The publication of Realising the Ambition: Being Me has given voice to the child. A powerful voice that we need to hear, not just listen to. Children speak to us in a myriad of ways, through their spoken and unspoken gestures, in their gaze and with their bodies, in their interactions with us and each other. If we truly hear them then we will ensure that children in transition will have access to spaces that uphold their right to be heard and to play.

Unified space
Play that involves deep and meaningful engagement with the environment, in ‘spaces where interactions and experiences add value to what children already know and can do’ (RTA, 2020: 15). In my doctoral study, I conceptualise this type of physical spaces as a ‘unified space’ (Burns, 2018: 240). Unified spaces are where children feel safe, resilient, nurtured and understood. In the unified space there is familiarity; sameness that comforts and allows children to assert agency. In a unified space, children are empowered by practitioners /teachers to choose to play alone, or together, or in small groups, and with others who understand that children learn best when engrossed in play. Unified spaces do not compromise children’s wellbeing, or advise how far apart children need to be from us or each other, either outdoors or indoors.


Contested space
As we look ahead to realise the government’s route map phases, the challenge for us will be to avoid our children entering a different kind of physical space, a ‘contested space’ (Burns, 2018: 238). In the contested space, the child experiences a shift in the dynamics of friendships with peers and relationships with others. Contested spaces no longer look and feel familiar to the child and previously held memories are clouded by questions that children may be reluctant to ask. In the contested space, pedagogical practices are governed by rules and restrictions on where and how children are taught, what they will learn and how they will interact socially with their practitioners/teachers.

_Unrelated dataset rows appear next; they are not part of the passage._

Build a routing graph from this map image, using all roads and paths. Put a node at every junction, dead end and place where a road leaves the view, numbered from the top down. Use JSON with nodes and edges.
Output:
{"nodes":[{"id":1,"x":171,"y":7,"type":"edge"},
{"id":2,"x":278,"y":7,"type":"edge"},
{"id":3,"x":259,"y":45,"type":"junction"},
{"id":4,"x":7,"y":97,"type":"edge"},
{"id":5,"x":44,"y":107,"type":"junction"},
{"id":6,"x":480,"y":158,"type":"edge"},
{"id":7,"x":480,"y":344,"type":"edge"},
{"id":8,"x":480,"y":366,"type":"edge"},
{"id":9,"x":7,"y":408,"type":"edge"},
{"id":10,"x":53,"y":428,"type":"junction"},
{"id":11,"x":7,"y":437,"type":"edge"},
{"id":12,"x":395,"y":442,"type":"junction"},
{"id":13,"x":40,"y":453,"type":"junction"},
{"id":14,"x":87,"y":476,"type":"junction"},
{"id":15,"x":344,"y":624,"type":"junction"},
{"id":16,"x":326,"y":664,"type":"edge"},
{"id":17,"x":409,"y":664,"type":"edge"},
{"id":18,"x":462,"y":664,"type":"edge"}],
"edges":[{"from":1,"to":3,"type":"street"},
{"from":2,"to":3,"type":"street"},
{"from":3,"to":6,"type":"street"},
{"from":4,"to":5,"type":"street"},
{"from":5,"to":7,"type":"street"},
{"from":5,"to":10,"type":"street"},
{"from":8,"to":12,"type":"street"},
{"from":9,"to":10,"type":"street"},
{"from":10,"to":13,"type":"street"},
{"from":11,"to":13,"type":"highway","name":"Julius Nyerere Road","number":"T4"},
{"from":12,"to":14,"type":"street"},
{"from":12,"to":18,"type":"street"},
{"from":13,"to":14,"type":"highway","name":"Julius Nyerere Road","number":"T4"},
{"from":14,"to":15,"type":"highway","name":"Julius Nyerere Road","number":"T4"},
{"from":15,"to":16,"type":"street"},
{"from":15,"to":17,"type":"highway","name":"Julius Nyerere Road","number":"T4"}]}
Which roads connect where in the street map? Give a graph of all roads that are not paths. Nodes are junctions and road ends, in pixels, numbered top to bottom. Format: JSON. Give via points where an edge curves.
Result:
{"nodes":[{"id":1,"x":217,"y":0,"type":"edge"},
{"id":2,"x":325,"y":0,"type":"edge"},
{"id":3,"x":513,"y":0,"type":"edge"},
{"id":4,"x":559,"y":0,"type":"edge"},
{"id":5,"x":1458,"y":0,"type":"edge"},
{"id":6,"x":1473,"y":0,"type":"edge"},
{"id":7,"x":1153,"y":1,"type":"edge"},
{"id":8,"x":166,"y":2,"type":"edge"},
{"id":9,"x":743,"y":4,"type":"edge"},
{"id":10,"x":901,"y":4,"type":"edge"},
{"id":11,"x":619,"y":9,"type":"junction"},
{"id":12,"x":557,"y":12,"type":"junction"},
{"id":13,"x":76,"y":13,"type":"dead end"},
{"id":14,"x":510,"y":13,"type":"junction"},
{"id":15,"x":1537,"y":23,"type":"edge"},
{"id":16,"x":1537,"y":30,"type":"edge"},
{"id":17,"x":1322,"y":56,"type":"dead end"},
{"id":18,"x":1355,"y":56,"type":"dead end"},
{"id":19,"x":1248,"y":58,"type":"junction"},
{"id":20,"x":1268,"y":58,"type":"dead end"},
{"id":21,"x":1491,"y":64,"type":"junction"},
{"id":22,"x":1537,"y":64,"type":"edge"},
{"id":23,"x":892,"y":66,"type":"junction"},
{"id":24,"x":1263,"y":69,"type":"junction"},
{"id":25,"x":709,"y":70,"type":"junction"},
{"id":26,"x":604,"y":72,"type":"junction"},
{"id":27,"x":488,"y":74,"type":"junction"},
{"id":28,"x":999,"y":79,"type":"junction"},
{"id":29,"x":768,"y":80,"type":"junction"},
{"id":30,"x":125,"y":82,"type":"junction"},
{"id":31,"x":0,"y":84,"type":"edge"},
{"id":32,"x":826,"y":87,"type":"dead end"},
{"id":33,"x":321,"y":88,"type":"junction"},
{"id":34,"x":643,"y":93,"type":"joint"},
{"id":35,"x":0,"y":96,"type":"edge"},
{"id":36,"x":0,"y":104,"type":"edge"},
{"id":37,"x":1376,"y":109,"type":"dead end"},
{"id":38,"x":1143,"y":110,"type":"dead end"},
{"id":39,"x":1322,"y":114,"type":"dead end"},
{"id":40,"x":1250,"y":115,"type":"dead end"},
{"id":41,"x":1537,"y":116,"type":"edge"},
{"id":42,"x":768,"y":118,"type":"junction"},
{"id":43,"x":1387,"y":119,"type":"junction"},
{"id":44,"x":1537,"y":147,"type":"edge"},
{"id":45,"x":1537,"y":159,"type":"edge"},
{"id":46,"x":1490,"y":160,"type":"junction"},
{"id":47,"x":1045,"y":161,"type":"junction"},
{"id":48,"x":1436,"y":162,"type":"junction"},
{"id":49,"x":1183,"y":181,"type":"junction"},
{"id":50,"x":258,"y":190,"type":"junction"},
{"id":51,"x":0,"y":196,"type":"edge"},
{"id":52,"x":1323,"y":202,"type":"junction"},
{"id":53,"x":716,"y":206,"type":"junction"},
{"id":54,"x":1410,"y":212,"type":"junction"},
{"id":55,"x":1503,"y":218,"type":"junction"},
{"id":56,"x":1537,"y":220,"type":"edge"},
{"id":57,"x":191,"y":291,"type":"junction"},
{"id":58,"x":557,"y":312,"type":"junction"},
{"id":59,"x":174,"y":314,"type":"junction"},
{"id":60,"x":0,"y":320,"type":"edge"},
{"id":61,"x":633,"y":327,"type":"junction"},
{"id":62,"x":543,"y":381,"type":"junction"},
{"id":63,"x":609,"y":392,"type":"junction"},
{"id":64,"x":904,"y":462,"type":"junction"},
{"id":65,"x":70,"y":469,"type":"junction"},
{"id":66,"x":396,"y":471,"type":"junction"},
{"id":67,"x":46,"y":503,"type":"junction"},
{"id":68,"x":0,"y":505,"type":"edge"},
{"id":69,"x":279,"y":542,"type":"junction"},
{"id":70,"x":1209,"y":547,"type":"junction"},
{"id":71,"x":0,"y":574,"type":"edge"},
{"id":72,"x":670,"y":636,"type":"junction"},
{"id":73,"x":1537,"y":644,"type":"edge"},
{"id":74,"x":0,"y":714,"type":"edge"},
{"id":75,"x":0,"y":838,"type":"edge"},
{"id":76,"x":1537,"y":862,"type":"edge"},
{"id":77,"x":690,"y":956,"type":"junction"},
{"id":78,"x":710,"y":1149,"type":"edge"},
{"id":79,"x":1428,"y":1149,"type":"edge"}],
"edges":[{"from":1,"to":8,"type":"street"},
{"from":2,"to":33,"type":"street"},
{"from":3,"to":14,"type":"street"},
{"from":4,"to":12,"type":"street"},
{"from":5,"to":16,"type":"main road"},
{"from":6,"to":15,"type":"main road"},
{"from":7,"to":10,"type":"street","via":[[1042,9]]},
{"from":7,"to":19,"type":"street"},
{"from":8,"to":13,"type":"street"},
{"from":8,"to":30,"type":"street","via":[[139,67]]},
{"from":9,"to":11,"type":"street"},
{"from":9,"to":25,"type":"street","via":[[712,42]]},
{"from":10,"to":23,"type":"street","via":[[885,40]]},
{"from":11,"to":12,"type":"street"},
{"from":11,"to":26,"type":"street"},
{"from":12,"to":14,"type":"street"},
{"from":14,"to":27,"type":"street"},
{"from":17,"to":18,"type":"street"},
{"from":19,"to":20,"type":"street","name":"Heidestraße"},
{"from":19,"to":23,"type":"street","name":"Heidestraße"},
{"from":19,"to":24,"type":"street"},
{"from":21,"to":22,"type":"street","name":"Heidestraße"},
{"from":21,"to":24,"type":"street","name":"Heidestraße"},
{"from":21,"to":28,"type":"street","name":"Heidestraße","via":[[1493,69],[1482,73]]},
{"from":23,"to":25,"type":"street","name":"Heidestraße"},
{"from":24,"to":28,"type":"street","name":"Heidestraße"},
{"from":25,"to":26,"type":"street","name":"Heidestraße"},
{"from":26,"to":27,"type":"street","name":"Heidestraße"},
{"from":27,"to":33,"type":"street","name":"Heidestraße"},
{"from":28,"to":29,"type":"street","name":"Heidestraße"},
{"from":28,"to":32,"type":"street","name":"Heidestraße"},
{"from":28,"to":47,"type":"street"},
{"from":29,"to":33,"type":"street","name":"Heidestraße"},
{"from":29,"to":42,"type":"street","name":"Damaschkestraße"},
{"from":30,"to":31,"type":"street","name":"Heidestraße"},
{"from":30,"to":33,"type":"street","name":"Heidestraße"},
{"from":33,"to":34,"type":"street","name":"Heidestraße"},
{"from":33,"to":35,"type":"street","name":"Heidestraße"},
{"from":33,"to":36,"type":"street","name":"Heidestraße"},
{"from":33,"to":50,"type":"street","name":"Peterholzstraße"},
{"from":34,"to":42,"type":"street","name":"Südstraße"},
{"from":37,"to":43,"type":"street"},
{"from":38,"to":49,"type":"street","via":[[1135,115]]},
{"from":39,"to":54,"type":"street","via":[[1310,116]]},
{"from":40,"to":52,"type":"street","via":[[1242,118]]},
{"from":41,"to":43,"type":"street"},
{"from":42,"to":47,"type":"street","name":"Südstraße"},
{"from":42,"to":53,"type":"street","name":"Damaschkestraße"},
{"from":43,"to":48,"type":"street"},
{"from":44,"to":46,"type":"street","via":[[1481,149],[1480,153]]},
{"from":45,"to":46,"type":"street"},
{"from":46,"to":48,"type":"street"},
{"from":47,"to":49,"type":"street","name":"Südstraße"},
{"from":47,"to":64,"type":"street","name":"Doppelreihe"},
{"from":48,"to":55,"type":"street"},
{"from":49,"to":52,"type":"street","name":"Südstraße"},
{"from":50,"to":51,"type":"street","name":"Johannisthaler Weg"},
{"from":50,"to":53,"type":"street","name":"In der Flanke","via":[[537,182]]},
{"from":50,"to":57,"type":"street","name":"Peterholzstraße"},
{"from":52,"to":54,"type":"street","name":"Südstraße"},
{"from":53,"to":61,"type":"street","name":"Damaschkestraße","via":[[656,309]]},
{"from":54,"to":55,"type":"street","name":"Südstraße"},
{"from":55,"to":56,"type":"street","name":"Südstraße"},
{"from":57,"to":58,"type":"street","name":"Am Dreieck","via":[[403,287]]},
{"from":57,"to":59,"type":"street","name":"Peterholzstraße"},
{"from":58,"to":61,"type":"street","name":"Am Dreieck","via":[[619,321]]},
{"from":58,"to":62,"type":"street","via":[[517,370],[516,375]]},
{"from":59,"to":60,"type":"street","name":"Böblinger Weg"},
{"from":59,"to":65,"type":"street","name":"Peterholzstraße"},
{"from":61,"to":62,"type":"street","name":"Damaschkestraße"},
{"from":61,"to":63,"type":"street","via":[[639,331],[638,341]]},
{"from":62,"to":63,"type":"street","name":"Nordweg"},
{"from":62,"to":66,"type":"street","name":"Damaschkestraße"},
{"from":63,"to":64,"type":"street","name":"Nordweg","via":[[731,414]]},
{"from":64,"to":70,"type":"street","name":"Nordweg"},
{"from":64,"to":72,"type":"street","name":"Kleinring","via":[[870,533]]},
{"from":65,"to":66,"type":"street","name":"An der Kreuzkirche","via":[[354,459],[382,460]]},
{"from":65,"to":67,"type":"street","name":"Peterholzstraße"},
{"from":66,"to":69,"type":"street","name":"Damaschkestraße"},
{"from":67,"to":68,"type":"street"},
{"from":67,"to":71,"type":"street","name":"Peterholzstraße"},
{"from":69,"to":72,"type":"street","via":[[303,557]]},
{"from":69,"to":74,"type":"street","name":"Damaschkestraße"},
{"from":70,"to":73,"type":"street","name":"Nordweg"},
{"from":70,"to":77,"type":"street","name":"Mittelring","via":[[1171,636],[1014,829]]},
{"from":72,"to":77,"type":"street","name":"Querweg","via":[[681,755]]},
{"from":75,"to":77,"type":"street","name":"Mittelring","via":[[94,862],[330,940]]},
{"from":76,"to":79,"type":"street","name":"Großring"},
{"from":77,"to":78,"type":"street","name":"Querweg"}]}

Having to design a contested space to established transitions practices in response to Covid-19 policies and/or guidance may cause great distress to practitioners, teachers and parents. They will need to work out how best to safely support our children in transition. However, in my study, I found that contested spaces are not fixed. I liken them to Wacquant’s perception of Bourdieu’s concept of ‘field’ and ‘they [spaces] can arise, grow, change shape, and sometimes wane or perish over time’ (2007: 268).

When we wrote Realising the Ambition we were living in different times. It is hard to accept that only a few months ago, children across the world hugged each other, they laughed, they cried, they tripped over, they had discussions, even had tantrums over what to take from home to their special spaces, as a comfort, or as an object to show their friends and others with whom they had formed an attachment. Our role will be to help each child connect, reconnect and to feel confident and resilient in the spaces they are about to step into whenever that happens.

How could we have imagined the significance of Realising the Ambition: Being me, it even gets a mention in the route map, affirmation indeed. Realising the Ambition: Being Me gives reassurance to us all, and empowers those who hold firm to the importance of creating unified spaces where children can play, in spaces where it is all right to be me.

Dr Marion Burns is HM Inspector with Education Scotland, previously HMIe. Her areas of specialism are early learning and childcare. She was previously HMI Lead Officer for early learning and childcare, and HMI Area Lead Officer for three education authorities in Scotland. She is passionate about children, play, transitions and implementing the ‘early level’ of Curriculum for Excellence as intended. She is enjoying part time working now having achieved Doctorate of Education in February 2019. She is Committee member of SERA early years and Non–executive Board Member of Early Years Scotland.